# How to price prints?



## sdreitlein

Hi everyone,

I am a hobbyist when it comes to photography.  That said, I do invest a great deal of time and money into this hobby and if I could figure out how to make "my kind" of photography (landscapes/travel) into an actual career I would in a heartbeat.

In recent years I have been making calendars as gifts and am finding several people inquiring about purchasing prints.  Its not just my friends, but people they now as well, businesses such as health care offices included.  I am very interested in dealing with these contacts though I am unsure how to charge fairly- where I am not overcharging, but still getting a fair price for my work.  

Any advice will be greatly appreciated.  A sampling of my images can be found at https://picasaweb.google.com/104418897088623569371/Sampling#


----------



## Rocan

you have some STUNNING images. definitely professional worthy content. 

make your first prints on a per print basis. you can either choose to standardize your printing price, or charge more for the prints of your better work. 

Id do a run of one size like 20x16 and sell those. if theres enough interest in other sizes, then sell those as well. 

Personally if someone asks me for a print I'll consider how much it costs me to print the image (lets say 25 bucks for the 20x16) and then double or tripple the amount. 75-125 dollars really isnt all that much to pay for a top quality image. once you make a proper name for yourself, you can sell them for more. also try and grab a spot at an art exhibit; you can sell many prints from attending even one.


----------



## Big Mike

I think you need to sit down a figure out a few thing before deciding on your prices.  
For example, do you want this to be a sustainable business?  In other words, if this was your only source of income, could you stay afloat?  If so, then you would need to charge enough to cover the cost of your equipment (including processing equipment (computer etc.)) (spread over the expected lifetime of the equipment), you would need to cover the expenses you incur in making/getting the images (travel etc.)  Then there are business expenses, and make no mistake, if you are charging for these, it is a business and you should be paying income tax and you may need a business license/registration etc.  And of course, you need to get paid etc.  
Now, you may not be making your living selling these, but that doesn't mean you need to charge less because of that.  

Remember that this is art, and as such...it's value is usually determined by what someone is willing to pay for it.  If you charge $4 for it, then that's it's value...if you can get someone to pay $400 for it, then that's its value.  So the key is getting other people to believe it has value (that they would be willing pay for).  Part of that, is not pricing it too low.  For example, if you change someone $10 for an 8x10, then they assume that you only think it has a $10 value...and they may think less of it.  But if you change $100 for it, they might think "Wow, they really value that artwork".  
And of course, there are ways to show this.  For example, do just sell simple prints.  If you sell an art piece, have it mounted and ready for framing.  Include a matte and maybe framing as well.  These things add to your cost, but they should also increase the price you charge for it....and increase the value to the customer.  

With all that said, some people might offer advice like...add up your costs and double it to get your price.  (or triple it...or quadruple it).  That's not necessarily bad advice, it can be great advice...but when you can get a good 8x10 print for $2.50...charging only $10 seems pretty low for a nice piece of art.


----------



## imagemaker46

Pricing has always been one of those difficult areas to put together.
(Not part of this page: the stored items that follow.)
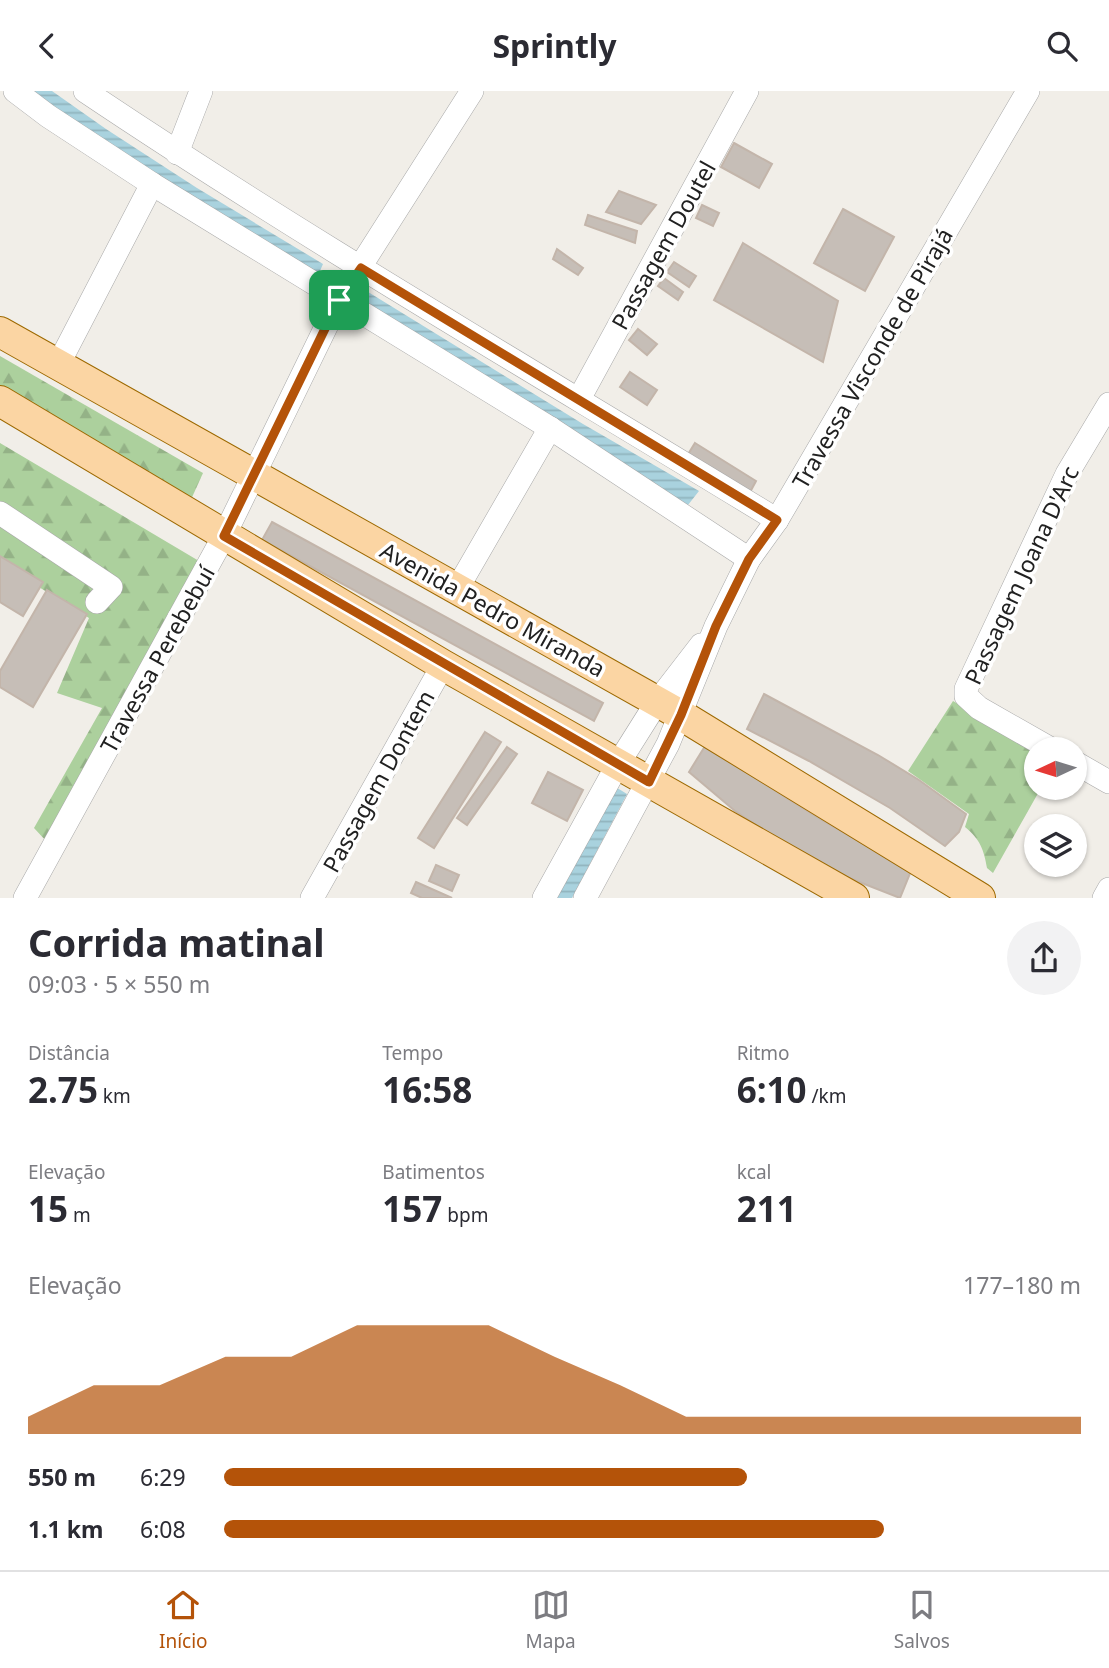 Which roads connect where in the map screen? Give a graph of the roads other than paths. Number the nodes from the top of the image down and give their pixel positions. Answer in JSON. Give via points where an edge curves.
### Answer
{"nodes":[{"id":1,"x":16,"y":91,"type":"edge"},
{"id":2,"x":85,"y":91,"type":"edge"},
{"id":3,"x":201,"y":91,"type":"edge"},
{"id":4,"x":472,"y":91,"type":"edge"},
{"id":5,"x":747,"y":91,"type":"edge"},
{"id":6,"x":1028,"y":91,"type":"edge"},
{"id":7,"x":177,"y":153,"type":"junction"},
{"id":8,"x":152,"y":184,"type":"junction"},
{"id":9,"x":361,"y":268,"type":"junction"},
{"id":10,"x":339,"y":300,"type":"junction"},
{"id":11,"x":0,"y":332,"type":"edge"},
{"id":12,"x":58,"y":365,"type":"junction"},
{"id":13,"x":579,"y":399,"type":"junction"},
{"id":14,"x":0,"y":401,"type":"edge"},
{"id":15,"x":1109,"y":404,"type":"edge"},
{"id":16,"x":550,"y":428,"type":"junction"},
{"id":17,"x":255,"y":475,"type":"junction"},
{"id":18,"x":0,"y":513,"type":"edge"},
{"id":19,"x":777,"y":520,"type":"junction"},
{"id":20,"x":224,"y":536,"type":"junction"},
{"id":21,"x":749,"y":559,"type":"junction"},
{"id":22,"x":457,"y":589,"type":"junction"},
{"id":23,"x":97,"y":602,"type":"dead end"},
{"id":24,"x":443,"y":665,"type":"junction"},
{"id":25,"x":669,"y":708,"type":"junction"},
{"id":26,"x":1030,"y":737,"type":"edge"},
{"id":27,"x":618,"y":764,"type":"junction"},
{"id":28,"x":1087,"y":769,"type":"edge"},
{"id":29,"x":649,"y":782,"type":"junction"},
{"id":30,"x":1109,"y":782,"type":"edge"},
{"id":31,"x":1109,"y":889,"type":"edge"},
{"id":32,"x":25,"y":898,"type":"edge"},
{"id":33,"x":312,"y":898,"type":"edge"},
{"id":34,"x":544,"y":898,"type":"edge"},
{"id":35,"x":585,"y":898,"type":"edge"},
{"id":36,"x":854,"y":898,"type":"edge"},
{"id":37,"x":980,"y":898,"type":"edge"},
{"id":38,"x":1104,"y":898,"type":"edge"}],
"edges":[{"from":1,"to":8,"type":"street"},
{"from":2,"to":7,"type":"street"},
{"from":3,"to":7,"type":"street"},
{"from":4,"to":9,"type":"street","name":"Travessa Perebebuí"},
{"from":5,"to":13,"type":"street","name":"Passagem Doutel"},
{"from":6,"to":19,"type":"street","name":"Travessa Visconde de Pirajá"},
{"from":7,"to":9,"type":"street"},
{"from":8,"to":10,"type":"street"},
{"from":8,"to":12,"type":"street"},
{"from":9,"to":10,"type":"street","name":"Travessa Perebebuí"},
{"from":9,"to":13,"type":"street"},
{"from":10,"to":16,"type":"street"},
{"from":10,"to":17,"type":"street","name":"Travessa Perebebuí"},
{"from":11,"to":12,"type":"main road","name":"Avenida Pedro Miranda"},
{"from":12,"to":17,"type":"main road","name":"Avenida Pedro Miranda"},
{"from":13,"to":19,"type":"street"},
{"from":14,"to":20,"type":"main road"},
{"from":15,"to":26,"type":"street","name":"Passagem Joana D'Arc","via":[[1067,474],[966,689],[979,708]]},
{"from":16,"to":21,"type":"street"},
{"from":16,"to":22,"type":"street"},
{"from":17,"to":20,"type":"street","name":"Travessa Perebebuí"},
{"from":17,"to":22,"type":"main road","name":"Avenida Pedro Miranda"},
{"from":18,"to":23,"type":"street","via":[[111,587]]},
{"from":19,"to":21,"type":"street","name":"Travessa Visconde de Pirajá"},
{"from":20,"to":24,"type":"main road"},
{"from":20,"to":32,"type":"street","name":"Travessa Perebebuí"},
{"from":21,"to":25,"type":"street","name":"Travessa Visconde de Pirajá"},
{"from":22,"to":25,"type":"main road","name":"Avenida Pedro Miranda"},
{"from":24,"to":27,"type":"main road"},
{"from":24,"to":33,"type":"street","name":"Passagem Dontem"},
{"from":25,"to":27,"type":"street","name":"Travessa Visconde de Pirajá"},
{"from":25,"to":29,"type":"street","name":"Travessa Visconde de Pirajá"},
{"from":25,"to":37,"type":"main road","name":"Avenida Pedro Miranda"},
{"from":27,"to":29,"type":"main road"},
{"from":27,"to":34,"type":"street","name":"Travessa Visconde de Pirajá"},
{"from":28,"to":30,"type":"street"},
{"from":29,"to":35,"type":"street","name":"Travessa Visconde de Pirajá"},
{"from":29,"to":36,"type":"main road"},
{"from":31,"to":38,"type":"street"}]}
If you go though professional sites you'll find prices all over the map, as you may well already have.  I have never really had a set price list, there have been times in the past when I would put one together and then change it based on clients.  I look at other photographers sites that work in the same field as I do and see what kind of prices they charge, I also shake my head at how high some of them charge and wonder if they even sell any.  This won't really apply to selling "art type" printed photos. When I shoot events all the images go online, people can download personal use hi res copies of the images, I started selling the images at $40 and sold none, I worked my way down until I hit $15 and the purchases increased to a constant point, along with people downloading several images at a time.  The point is, $15 is very low for a hi res download, but I would rather be selling 10-15 images a day at $15, than selling nothing at $40.  It came down to what people were willing to pay and not what I believed was the value of my work, it can be frustrating, if I held out for what I believed was the true value, I'd never sell anything.


----------



## Big Mike

Great point & example imagemaker46.  For good sales, long term, you need to find prices that work best.  The Law of Diminishing Returns, supply and demand etc.  
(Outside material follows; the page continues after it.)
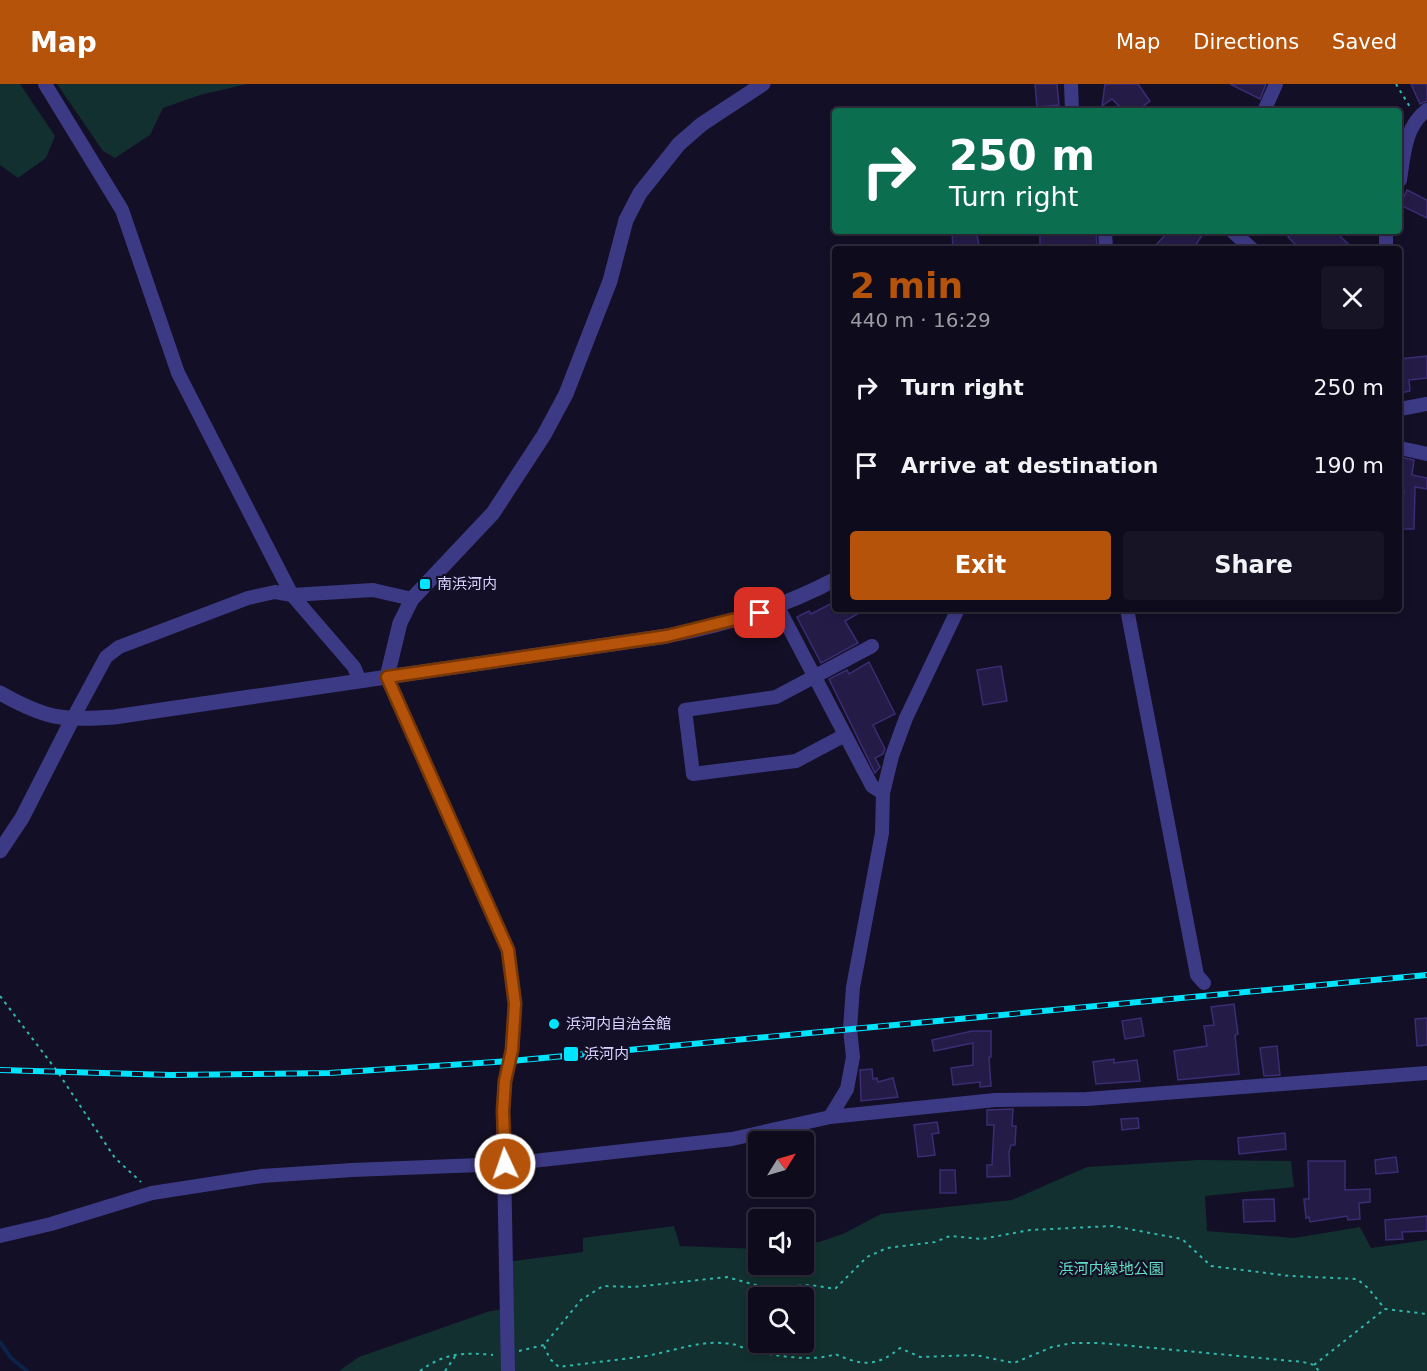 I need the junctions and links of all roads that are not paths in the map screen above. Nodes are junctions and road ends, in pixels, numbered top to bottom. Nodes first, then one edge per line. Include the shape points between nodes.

Although, I've heard many stories that go something like....'Had a product priced at $10, didn't sell any.  Upped the price to $50 and sold plenty'.  or 'House didn't sell at $390,000...upped it to $501,000 and it sold in a week'.  
Some people actually want to spend more...maybe because it makes them feel better about their purchase or maybe it's something they can brag about to their friends.  If you wanted to put a photo up as a show piece in your living room, wouldn't you feel better about seeing a $700 piece of art vs a $35 piece of art?  (actually paying for it aside).  
Either way, when this type of person has the money to spend, they make for great customers.


----------



## KmH

You are venturing into the business of photography, and business acumen becomes important - business knowledge like marketing/promotion/advertising/salesmanship.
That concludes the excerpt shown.